Monthly Archives: January 2013

A light and strong structure

Strong but not heavy

Sky Yurt - model #3

Sky Yurt – model #3

To hold the Sky Yurt up in the air, and to attach the awning for the workspace I was going to need a strong core structure. But the Sky Yurt itself could be made of much lighter structural materials. It only had to hold itself together, like a pop-up camping tent. I was driving into Willsboro one afternoon and saw a backyard trampoline with a kids low play tent stretched over tramp. I knew about trampolines from my trimaran sailing. A few people jumping on a trampoline generate a strong downward force that needs to be resisted by the frame. So trampoline frames are built to be very strong. .But they are also portable and are pretty light for the stresses they have to deal with.

Using the trampoline frame to hold up the Sky Yurt

For the next model I went hunting for circular rings. Found what I was looking for in a craft shop – those hardwood rings that are used for needlepoint work. I made a new balsa wood and plastic straw model, and I really liked the look and feel of it. I was ready to build my first prototype. Now I was getting into the real building project. My scare-level increased to the point where I thought I might need to start wearing a metaphorical diaper. I asked my friend Andy Wekin – he was an artist who had gone back to school to be an engineer and he came with his partners Otis and Ezra (more on this team later) –  to be the consulting engineer.
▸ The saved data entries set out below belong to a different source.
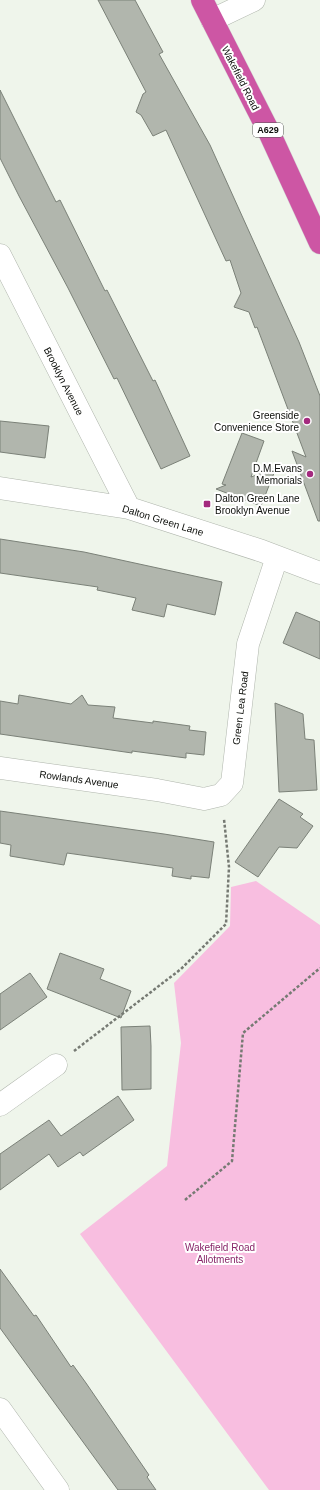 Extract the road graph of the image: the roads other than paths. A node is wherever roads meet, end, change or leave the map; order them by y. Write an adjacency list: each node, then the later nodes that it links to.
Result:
1 (202, 0): 3 (highway, Wakefield Road / A629)
2 (254, 0): 3 (street)
3 (212, 20): 4 (highway, Wakefield Road / A629)
4 (320, 243)
5 (0, 255): 7 (street, Brooklyn Avenue)
6 (0, 488): 7 (street, Dalton Green Lane)
7 (129, 508): 8 (street, Dalton Green Lane)
8 (277, 557): 9 (street, Dalton Green Lane); 11 (street, Green Lea Road)
9 (320, 573)
10 (0, 768): 11 (street, Rowlands Avenue)
11 (157, 790)
12 (56, 1065): 13 (street)
13 (0, 1105)
14 (0, 1409): 15 (street)
15 (58, 1490)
Beginning to build the first prototype

Sky Yurt - PVC prototype

Sky Yurt – PVC prototype

I found a trampoline frame on Craig’s List and hauled it home. They are really available,  sort of like old hot tubs and spas. They are in those class of things that at the time seem like a good idea, but they stop being used (you don’t want your kid to break her neck) and  they take up space a lot of space in the outdoors. My friend Robin runs a preschool at a farm. They had a lot of PVC pipe that had been used in an irrigation project, and for a small donation I had my beams. I made hubs out of plywood and scrounged for PVC connectors that I could cut up and experiment with. I had SS wire from some of my old sailing rigs. Mostly I wanted to learn from this first structure -see if the basic engineering  would work, where I would need extra support and how the Sky Yurt structure would interface with the trampoline frame. And it started out looking pretty promising.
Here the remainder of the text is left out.